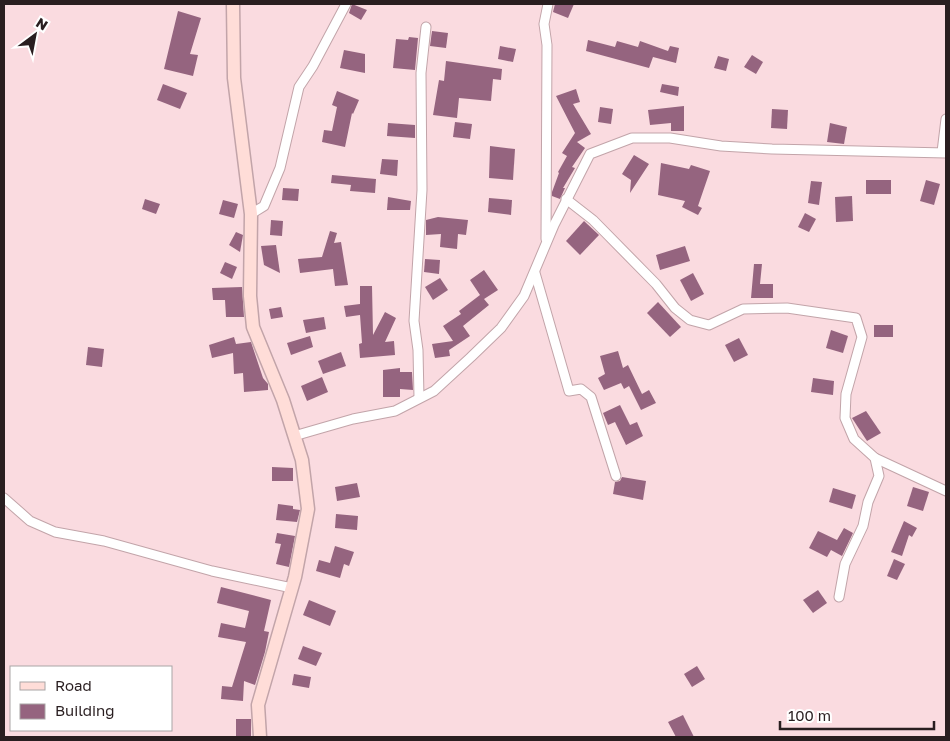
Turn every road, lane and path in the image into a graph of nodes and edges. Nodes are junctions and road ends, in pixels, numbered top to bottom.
1 (233, 4) edge
2 (346, 4) edge
3 (548, 4) edge
4 (426, 27) dead end
5 (946, 119) edge
6 (944, 152) edge
7 (566, 199) junction
8 (251, 214) junction
9 (546, 244) junction
10 (535, 273) junction
11 (419, 398) junction
12 (294, 436) junction
13 (875, 458) junction
14 (616, 476) dead end
15 (946, 491) edge
16 (4, 498) edge
17 (292, 588) junction
18 (839, 597) dead end
19 (260, 737) edge

1 - 8 street
2 - 8 street
3 - 9 street
4 - 11 street
5 - 6 street
6 - 7 street
7 - 9 street
7 - 13 street
8 - 12 street
9 - 10 street
10 - 11 street
10 - 14 street
11 - 12 street
12 - 17 street
13 - 15 street
13 - 18 street
16 - 17 street
17 - 19 street

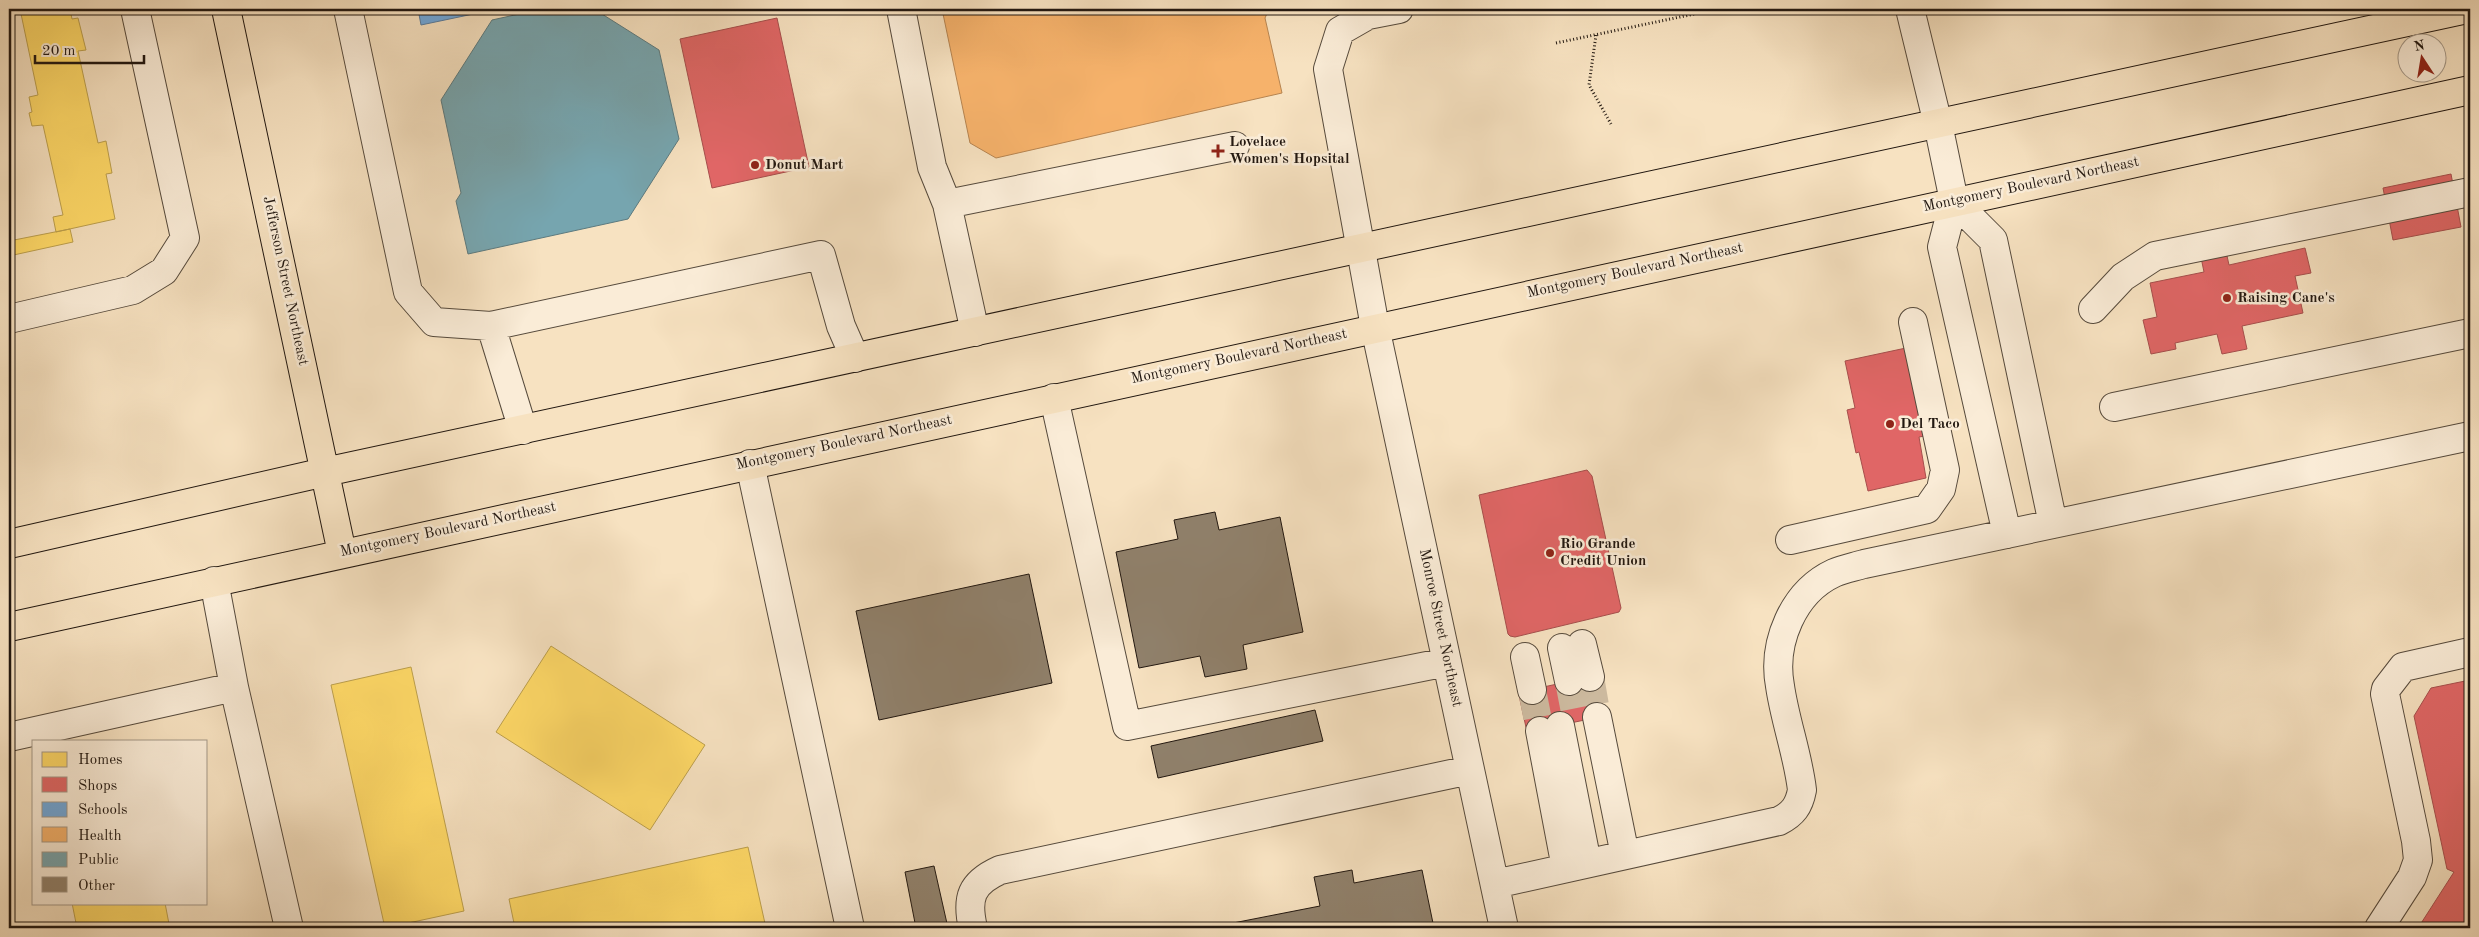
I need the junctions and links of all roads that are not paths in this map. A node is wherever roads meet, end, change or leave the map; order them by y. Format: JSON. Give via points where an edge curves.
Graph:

Try it:
Every record above must be repeated exactly, with the pictures dropped.

Task result:
Turn every road, lane and path in the image into a graph of nodes and edges. Nodes are junctions and road ends, in pixels, numbered top to bottom.
1 (233, 4) edge
2 (346, 4) edge
3 (548, 4) edge
4 (426, 27) dead end
5 (946, 119) edge
6 (944, 152) edge
7 (566, 199) junction
8 (251, 214) junction
9 (546, 244) junction
10 (535, 273) junction
11 (419, 398) junction
12 (294, 436) junction
13 (875, 458) junction
14 (616, 476) dead end
15 (946, 491) edge
16 (4, 498) edge
17 (292, 588) junction
18 (839, 597) dead end
19 (260, 737) edge

1 - 8 street
2 - 8 street
3 - 9 street
4 - 11 street
5 - 6 street
6 - 7 street
7 - 9 street
7 - 13 street
8 - 12 street
9 - 10 street
10 - 11 street
10 - 14 street
11 - 12 street
12 - 17 street
13 - 15 street
13 - 18 street
16 - 17 street
17 - 19 street

I need the junctions and links of all roads that are not paths in this map. A node is wherever roads meet, end, change or leave the map; order them by y. Format: JSON. Give via points where an edge curves.
Graph:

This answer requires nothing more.